Bruise? Yeah, I've got more to say.

A couple of threads ago I slugged the bores of the two SKS's that I currently own, a late nineties Norinco and a Yugo milsurp that was made God knows when. (As I understand it, Zastava is still cranking these suckers out.) The Norinco slugged out at .001" over nominal, the Yugo .002". The Yugo is the better shooter. Neither is a tack driver but the Yugo is acceptable.

My quick-and-dirty method of judging acceptable accuracy is to sight it at 100, confirm at 150/200, and go to the plates. The plates are 8" or so and are about 180 yards away. I ought to be able to thump them with a six o'clock hold with the sights set on 200. If the sights don't jive I'll play around with the hold until I figure it out. A rifle should reliably produce clangs from the bench, prone, or sitting. That's my standard. Other people have other standards. An SKS in good repair, with a good barrel and ammunition that it likes, can do this.

Consistancy = accuracy. If everything is the same every time, we'll hit every time. Improving accuracy is the process of removing variables. Some of them are ammunition variables, some of them are rifle variables, and some of them (all too often, at least in my case) are shooter variables. We need to do everything the same way every time, or as close to this as we can manage. Removing variables should be the first step in troubleshooting a rifle that isn't shooting as well as we think that it should.

So...

Stop adjusting the rear sight in the middle of the string. Get yourself a front sight adjustment tool (or improvise one) and zero the weapon at 100. The SKS sights are graduated in meters. My range (and your range as well, it seems) is graduated in yards. 100 meters = 110 yards, give or take, so the difference is not really significant at the sort of ranges that an SKS is normally fired at. Dial it in at 100, set the rear for 200, and try the target again. If the results are not satisfactory, try using the 100 or 300 settings with the appropriate hold. Once you've got that figured out, shoot from the bench or prone (don't be afraid of using the sling here) and fire a group for score. Fire groups of 3-5 rounds; more than that shifts the workload from the rifle to the shooter. Call the fliers. Call the hits. If possible, have someone spotting the shots.
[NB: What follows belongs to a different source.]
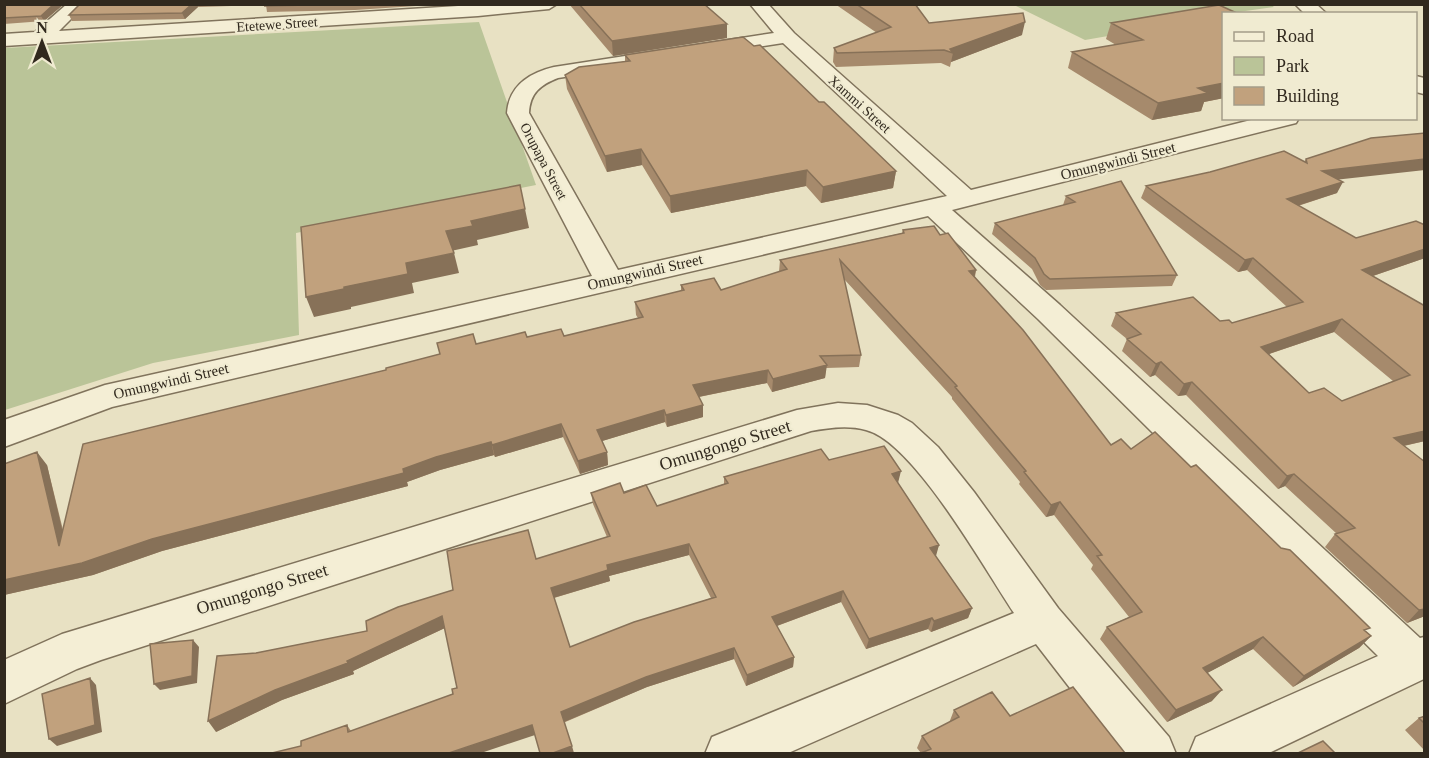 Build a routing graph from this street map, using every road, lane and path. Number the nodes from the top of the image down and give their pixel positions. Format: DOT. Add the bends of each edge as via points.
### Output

If it still doesn't shoot right? We have other things that we can look at.

Everyone owns, or knows someone who owns, a given rifle that produces 1-2 MoA with a given brand of ammunition. The only ones that I actually see doing this on a regular basis are the ones that cost a lot of money and are fed the right kind of ammunition. Milsurps are a bargain, don't get me wrong, but we're sometimes left with unrealistic expectations of what they can do. If every Mauser/SKS/AK/Enfield/M-N/whatever produced 1 MoA reliably, there would be no market for high end firearms.